No mercado de São José, vamos encontrar o vuco-vuco, lugar onde se vendem ou se trocam ou se compram roupas e sapatos usados. E, nos seus inúmeros compartimentos, são encontrados os remédios populares mais variados, à base de folhas, flores, raízes e frutos de plantas milagrosas que curam ou aplacam os mais variados males, principalmente os considerados como menores. Comidas regionais como buchada, panelada, cozido, mão-de-vaca feijoada, sarapatel, doces os mais populares e diferentes, caldo de cana e um mundo de iguarias de encher a boca d'água de qualquer cristão que esteja com fome. No pátio do Mercado poetas populares vendem seus folhetos, emboladores embolam emboladas, o homem da cobra fala pelos cotovelos vendendo sua mercadoria, ceguinhos; entoam suas tristes canções de quem não vê a luz do dia. Todo um mundo colorido e misterioso como colorida e misteriosa é a alma do povo.
Que dizer dos tipos populares de antigamente? Já fazendo parte da alma da cidade, temos o Papa-Figo (que comia o fígado de crianças para ficar bom de sua morféia), o Cariri, o Doutor Corujinha Maracujá de Gaveta, Bonifácio Barbicha, o Garapa, o Homem da Ostra (vendendo suas ostras e conduzindo sua hidrocele) e tantos outros, tão interessantes como os que ainda hoje percorrem as ruas da cidade vivendo sua leseira, servindo, às vezes, até mesmo de saco de pancadas de pequenos marginais sem caridade, como Ângela Maria (que imita a cantora do mesmo nome), Me dá Mil (um pobre homem que mora em Apipucos e pede às pessoas mil cruzeiros, devolvendo ou mesmo não aceitando caso a pessoa lhe dê mais do que a importância pedida), Perua (tomando seus pileques sem fazer mal a ninguém), Vanusa (que, em Boa Viagem, imita a voz da própria, fazendo, também, demonstrações de caratê e conguefu), Chapéu de Couro (que usa um chapéu de couro e tem o peito coberto de medalhas, tendo até mesmo feito propaganda de um candidato), além de muitos outros que podem ser encontrados perambulando pelas ruas dos subúrbios, merecedores de nossa caridade, do nosso apoio.
Já notaram como algumas ruas recifenses têm nomes curiosos?
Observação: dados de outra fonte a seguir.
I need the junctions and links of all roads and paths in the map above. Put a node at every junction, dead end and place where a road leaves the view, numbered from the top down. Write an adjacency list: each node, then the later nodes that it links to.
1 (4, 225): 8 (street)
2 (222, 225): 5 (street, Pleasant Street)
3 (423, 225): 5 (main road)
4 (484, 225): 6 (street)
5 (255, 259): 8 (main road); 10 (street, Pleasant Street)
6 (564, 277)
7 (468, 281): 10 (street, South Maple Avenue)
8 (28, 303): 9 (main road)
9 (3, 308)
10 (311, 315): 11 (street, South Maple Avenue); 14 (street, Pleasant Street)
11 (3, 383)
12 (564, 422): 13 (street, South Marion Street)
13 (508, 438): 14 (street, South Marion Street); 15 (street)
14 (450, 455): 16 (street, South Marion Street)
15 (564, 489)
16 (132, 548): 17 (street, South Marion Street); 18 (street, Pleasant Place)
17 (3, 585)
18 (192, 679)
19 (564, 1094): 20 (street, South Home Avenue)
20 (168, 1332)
Rua do Alçapão (Nova Descoberta), Rua do Arame (Estância), Rua da Baixinha (Beberibe), Rua da Bola (Santo Amaro), Rua das Calçadas (Santo Amaro), Rua do Cotovelo (Boa Vista e Casa Amarela), Rua das Creoulas (Graças), Rua do Despacho (Afogados), Rua Deus te Guarde (Afogados), Rua Dragão do Mar (Pina), Rua da Escada (Totó), Avenida Encanta Moça (Pina), Rua Estrela Brilhante (Beberibe), Rua Flor do Sertão (Jordão), Rua do Fogo (São José), Rua do Futuro (Graças), Rua Ilha do Destino (Boa Viagem), Rua das Lágrimas (Casa Amarela), Rua das Moças (Arruda e Casa Amarela), Rua do Poço (Afogados), Rua do Porão (São José), Rua da Roda (Santo Antônio), Rua dos Velhos (Casa Amarela), Rua dos Tijolos (Boa Viagem), além do Beco da Facada, do Córrego da Loura (Beberibe), Rua Queira Deus (Tejipió), Rua Só Nós Dois (Beberibe) e tantas outras que constam da lista telefônica da cidade do Recife.
Não podemos esquecer as manifestações folclóricas próprias do Recife como o pastoril do Velho Barroso, o Mamulengo de Tiridá e, quando chega o Carnaval, o Maracatu Leão Coroado, os caboclinhos, os La Ursas, as troças, o Zé Pereira, 0 Homem da Meia-Noite, 0 Galo da Madrugada, o Vassourinha, o Clube das Pás e muitos outros que enchem as ruas da cidade de gente, de cores, de trevo, de passo, de alegria..
Assim é a riqueza do folclore do Recife.